Housing Pension scheme deficit reduced by £103 Million, Workers pensions slashed?


Pleased to see that the deficit in the Social Housing Pension fund (SHPS) has been reduced in the last 2 years from £283 million to £180 million. Many Housing organisations subscribe to this pension fund; it has about 53,000 members in some 700 schemes, many of which will of course be Unison members.

However, I must admit to feeling exasperated (to say the least) that many social housing organisations (e.g. RSL’s, Housing associations or voluntary groups) were apparently advised to either leave the SHPS or pick an inferior scheme in the last two years because this terrible “deficit” and supposed long term increased payroll costs. The original deficit had very little to do with any increases in people living longer.

Many UNISON members have either been refused access to a decent final salary scheme or had their existing scheme radically downgraded. For what reason?

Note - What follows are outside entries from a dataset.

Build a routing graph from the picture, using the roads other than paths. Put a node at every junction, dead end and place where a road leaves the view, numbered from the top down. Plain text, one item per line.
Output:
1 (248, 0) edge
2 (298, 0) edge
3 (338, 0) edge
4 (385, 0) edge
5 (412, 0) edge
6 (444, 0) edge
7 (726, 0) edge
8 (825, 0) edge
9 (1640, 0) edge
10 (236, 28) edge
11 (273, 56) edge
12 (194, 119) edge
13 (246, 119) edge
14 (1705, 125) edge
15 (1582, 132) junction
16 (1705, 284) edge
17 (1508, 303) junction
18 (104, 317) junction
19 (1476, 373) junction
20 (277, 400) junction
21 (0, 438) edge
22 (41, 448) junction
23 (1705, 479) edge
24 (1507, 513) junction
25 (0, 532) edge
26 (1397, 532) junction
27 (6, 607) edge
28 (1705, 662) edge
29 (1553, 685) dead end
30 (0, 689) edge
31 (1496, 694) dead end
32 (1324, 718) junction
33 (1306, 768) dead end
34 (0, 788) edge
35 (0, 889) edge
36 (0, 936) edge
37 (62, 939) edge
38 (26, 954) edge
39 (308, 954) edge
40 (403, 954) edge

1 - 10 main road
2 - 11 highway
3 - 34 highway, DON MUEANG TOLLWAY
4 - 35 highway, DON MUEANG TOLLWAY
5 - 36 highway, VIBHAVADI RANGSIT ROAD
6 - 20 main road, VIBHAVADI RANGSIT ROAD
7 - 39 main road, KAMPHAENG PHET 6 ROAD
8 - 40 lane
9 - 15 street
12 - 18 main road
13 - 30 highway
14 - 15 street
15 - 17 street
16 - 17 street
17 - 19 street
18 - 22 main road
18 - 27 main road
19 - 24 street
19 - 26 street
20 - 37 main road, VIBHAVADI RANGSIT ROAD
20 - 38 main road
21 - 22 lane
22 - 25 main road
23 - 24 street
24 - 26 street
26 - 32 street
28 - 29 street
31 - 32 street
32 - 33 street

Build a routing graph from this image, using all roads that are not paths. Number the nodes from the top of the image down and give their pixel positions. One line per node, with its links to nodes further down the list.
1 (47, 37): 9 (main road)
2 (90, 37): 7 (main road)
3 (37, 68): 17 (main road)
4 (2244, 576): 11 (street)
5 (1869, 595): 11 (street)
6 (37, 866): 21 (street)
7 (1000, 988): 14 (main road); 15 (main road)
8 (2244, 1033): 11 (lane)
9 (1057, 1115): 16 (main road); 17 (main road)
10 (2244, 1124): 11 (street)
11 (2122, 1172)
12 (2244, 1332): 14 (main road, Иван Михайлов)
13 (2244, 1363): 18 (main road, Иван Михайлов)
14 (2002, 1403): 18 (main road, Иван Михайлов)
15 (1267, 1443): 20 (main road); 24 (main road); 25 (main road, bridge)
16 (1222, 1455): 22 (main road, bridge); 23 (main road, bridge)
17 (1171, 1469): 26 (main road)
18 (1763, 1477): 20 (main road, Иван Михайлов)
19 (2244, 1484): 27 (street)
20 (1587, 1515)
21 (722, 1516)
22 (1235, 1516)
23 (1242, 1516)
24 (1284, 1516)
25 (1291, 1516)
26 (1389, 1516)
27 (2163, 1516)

Pensions are long term saving plans, usually over 20-30 even 40 years. Stocks markets almost by definition go up and down. Why was there this “panic” to reduce benefits from traditional and sound 1/60th final salary schemes to grossly inferior 1/70th; CARE schemes or even group personal pension schemes?

Since funded pension schemes assets will go up and down in line with stock market volatility, my point is that it is wrong to change your staff pension scheme on the basis of short term valuations, especially if you are a socially responsible organisation. Housing organisation often also employ local people and residents. Elder poverty is one of the greater evils in our society and it is simply wrong for housing organisations to contribute to this poverty for short time gain. Come on finance directors and boards - you know what the decent thing is! Save your existing Final Salary Pensions Schemes and if you have changed it, change it back.